По рядам пробежали смешки.

— Да, но не каждая способна превращаться в колющее орудие...— Курдаков заключил в кулак гребень расчески, и ее заостренный конец преобразился в кинжал, подобие стилета.— Вам не приходило это в голову?

— Я использовал расческу только по прямому назначению.

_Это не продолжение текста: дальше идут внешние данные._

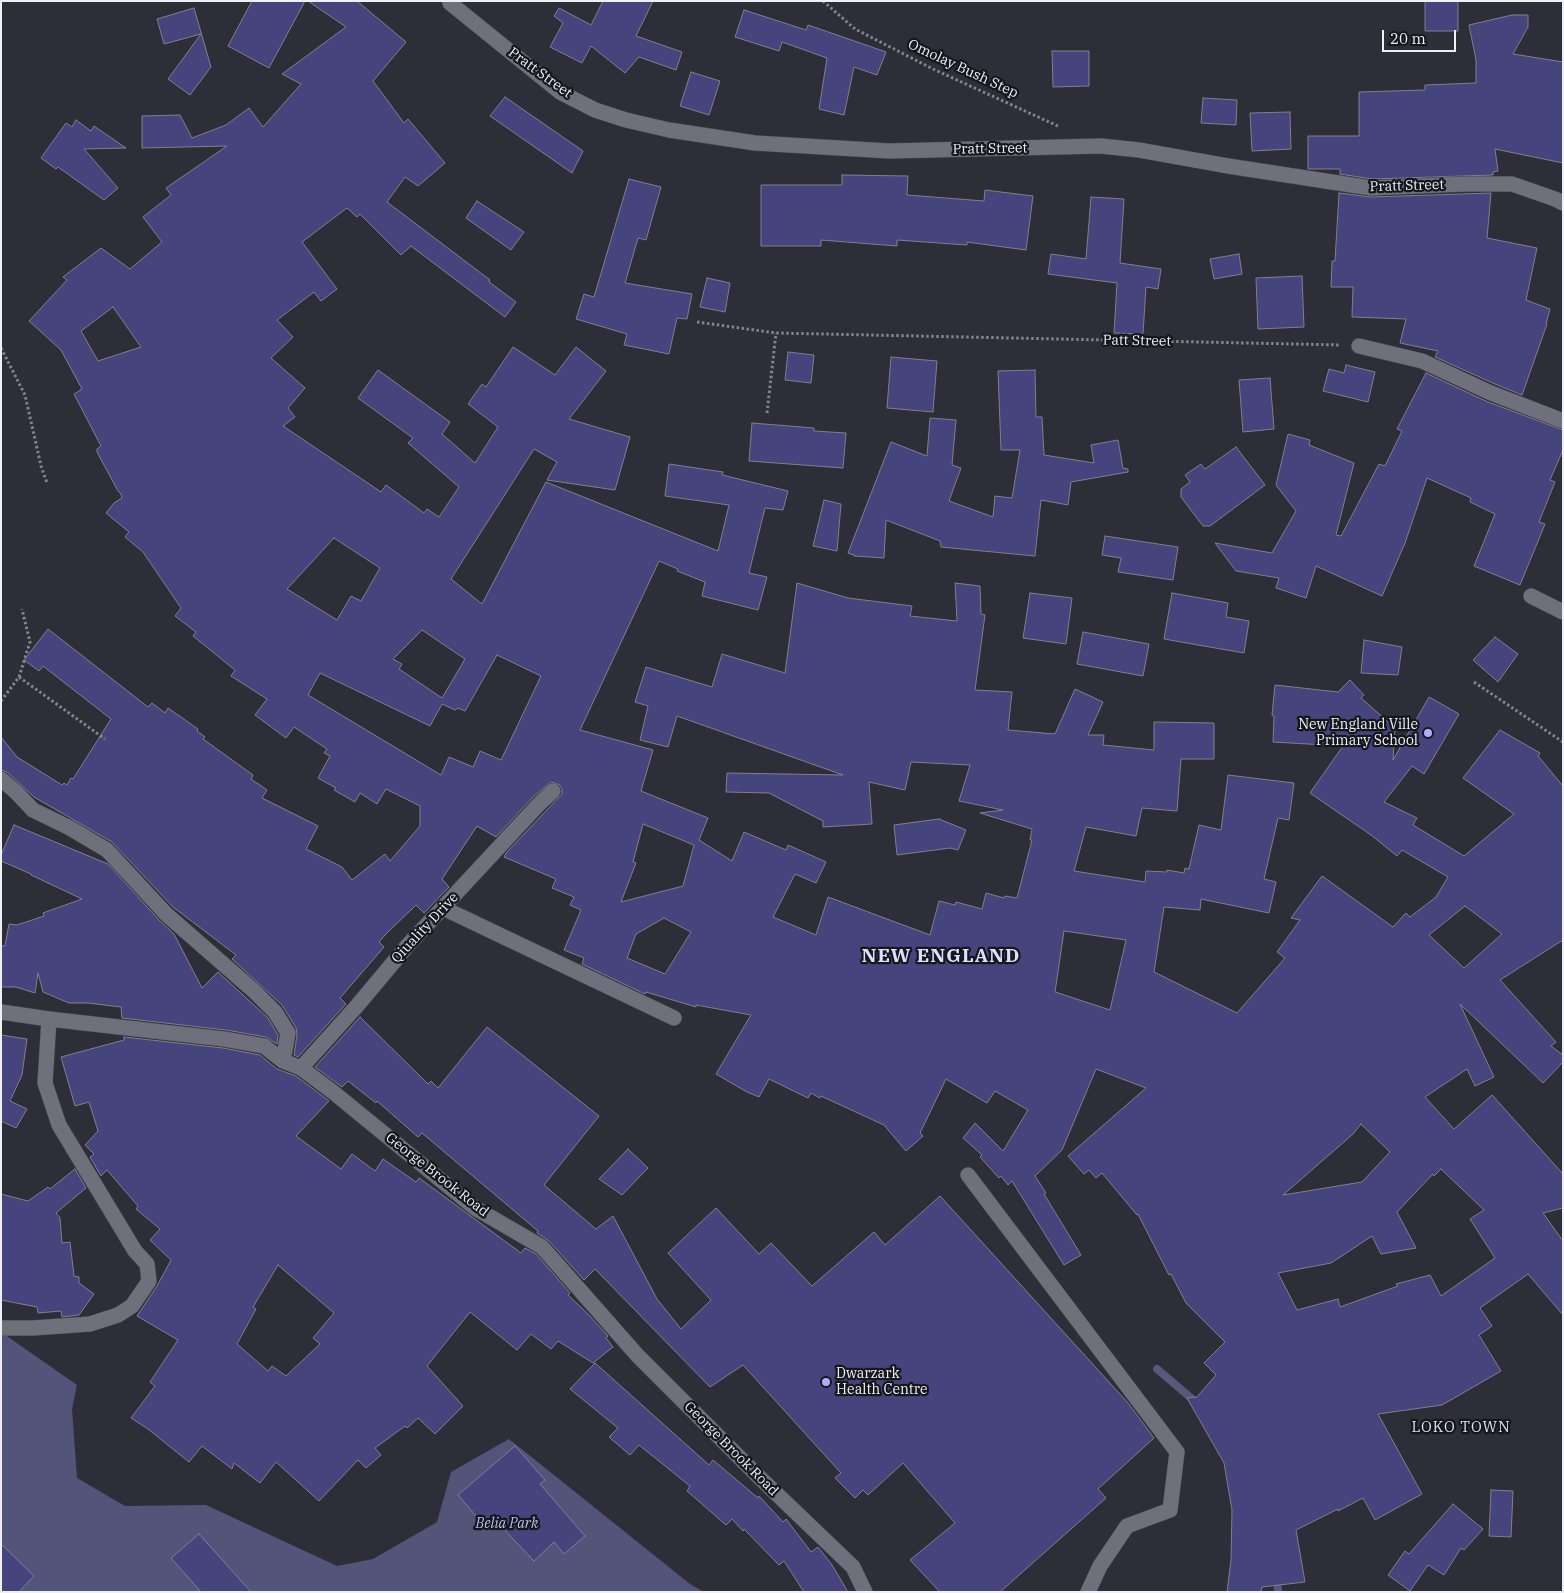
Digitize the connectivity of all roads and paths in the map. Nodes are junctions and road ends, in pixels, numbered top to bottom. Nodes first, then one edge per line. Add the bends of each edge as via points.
1 (823, 1) edge
2 (450, 3) dead end
3 (1066, 130) dead end
4 (1563, 203) edge
5 (697, 322) dead end
6 (776, 333) junction
7 (1359, 346) joint
8 (1, 348) edge
9 (766, 413) dead end
10 (1563, 421) edge
11 (47, 483) dead end
12 (1531, 596) dead end
13 (22, 609) dead end
14 (1563, 612) edge
15 (19, 677) junction
16 (1474, 682) dead end
17 (1, 701) edge
18 (105, 739) dead end
19 (1563, 742) edge
20 (1, 779) edge
21 (553, 791) dead end
22 (443, 908) junction
23 (1, 1012) edge
24 (674, 1018) dead end
25 (49, 1019) junction
26 (283, 1061) junction
27 (300, 1068) junction
28 (968, 1174) dead end
29 (1, 1328) edge
30 (865, 1592) edge
31 (1088, 1592) edge

1 - 3 path, Omolay Bush Step via 855,29
2 - 4 street, Pratt Street via 560,92 595,110 669,130 755,143 889,151 1101,146 1371,188 1512,184
5 - 6 path, Patt Street
6 - 7 path, Patt Street
6 - 9 path
7 - 10 street via 1422,361
8 - 11 path via 25,395
12 - 14 street
13 - 15 path via 30,642
15 - 17 path
15 - 18 path
16 - 19 path
20 - 26 street via 33,810 107,850 166,914 275,1012 288,1034
21 - 22 street, Qiuality Drive
22 - 24 street
22 - 27 street, Qiuality Drive
23 - 25 street, George Brook Road
25 - 26 street, George Brook Road via 264,1046
25 - 29 street via 46,1083 54,1111 130,1242 147,1264 149,1281 132,1306 118,1315 90,1324
26 - 27 street, George Brook Road
27 - 30 street, George Brook Road via 476,1208 542,1247 637,1355 853,1567
28 - 31 street via 1177,1452 1170,1510 1126,1526 1100,1566

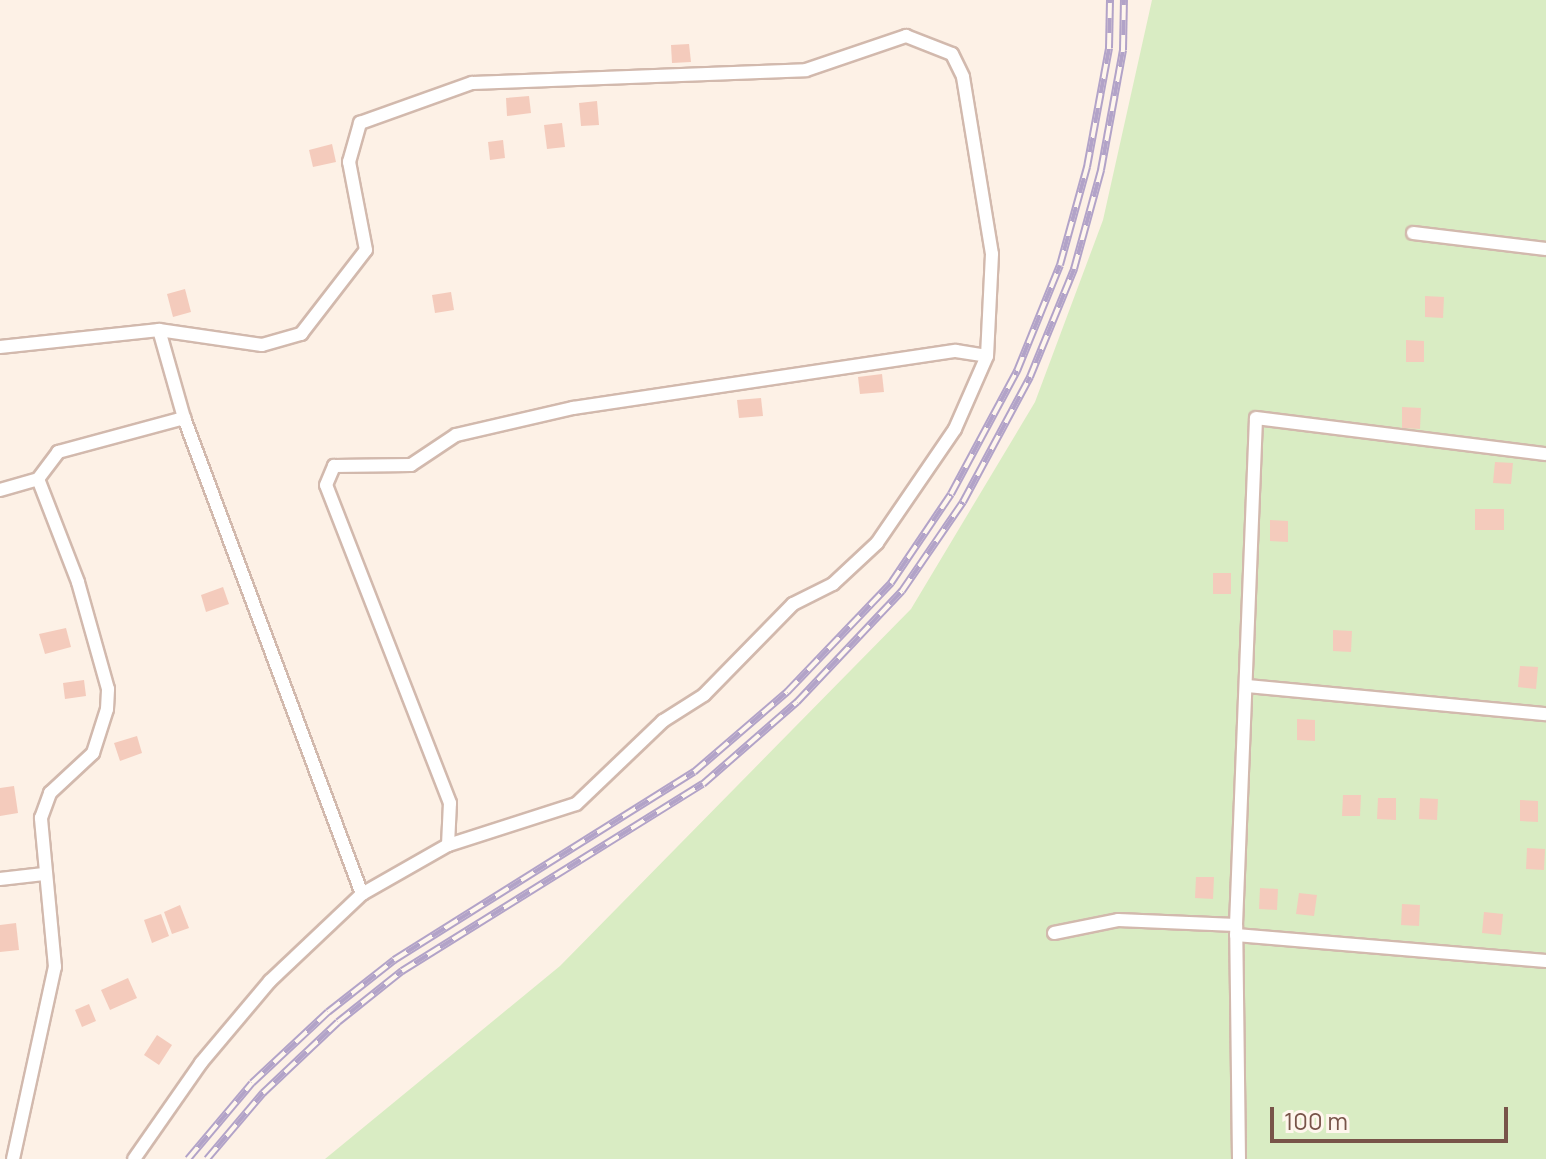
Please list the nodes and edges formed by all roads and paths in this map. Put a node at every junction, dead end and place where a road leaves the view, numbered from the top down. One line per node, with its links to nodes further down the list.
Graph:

— И вам никогда не доводилось применить ее как оружие? Или, скажем, хотя бы погрозить ею? Например, когда к вам стали приставать эти... Как вы их назвали?..

— «Крафты»,— сказал Саркисов.

— Да, «крафты». Может быть, вы достали из кармана эту расческу, чтобы им пригрозить?.. А потом обронили ее?..

— Зачем она мне... Для защиты у меня есть несколько приемов каратэ.

— И вы применили их, когда встретились с «крафтами»?

— До этого дело не дошло.

— Кто же первый ушел из сквера — вы или они?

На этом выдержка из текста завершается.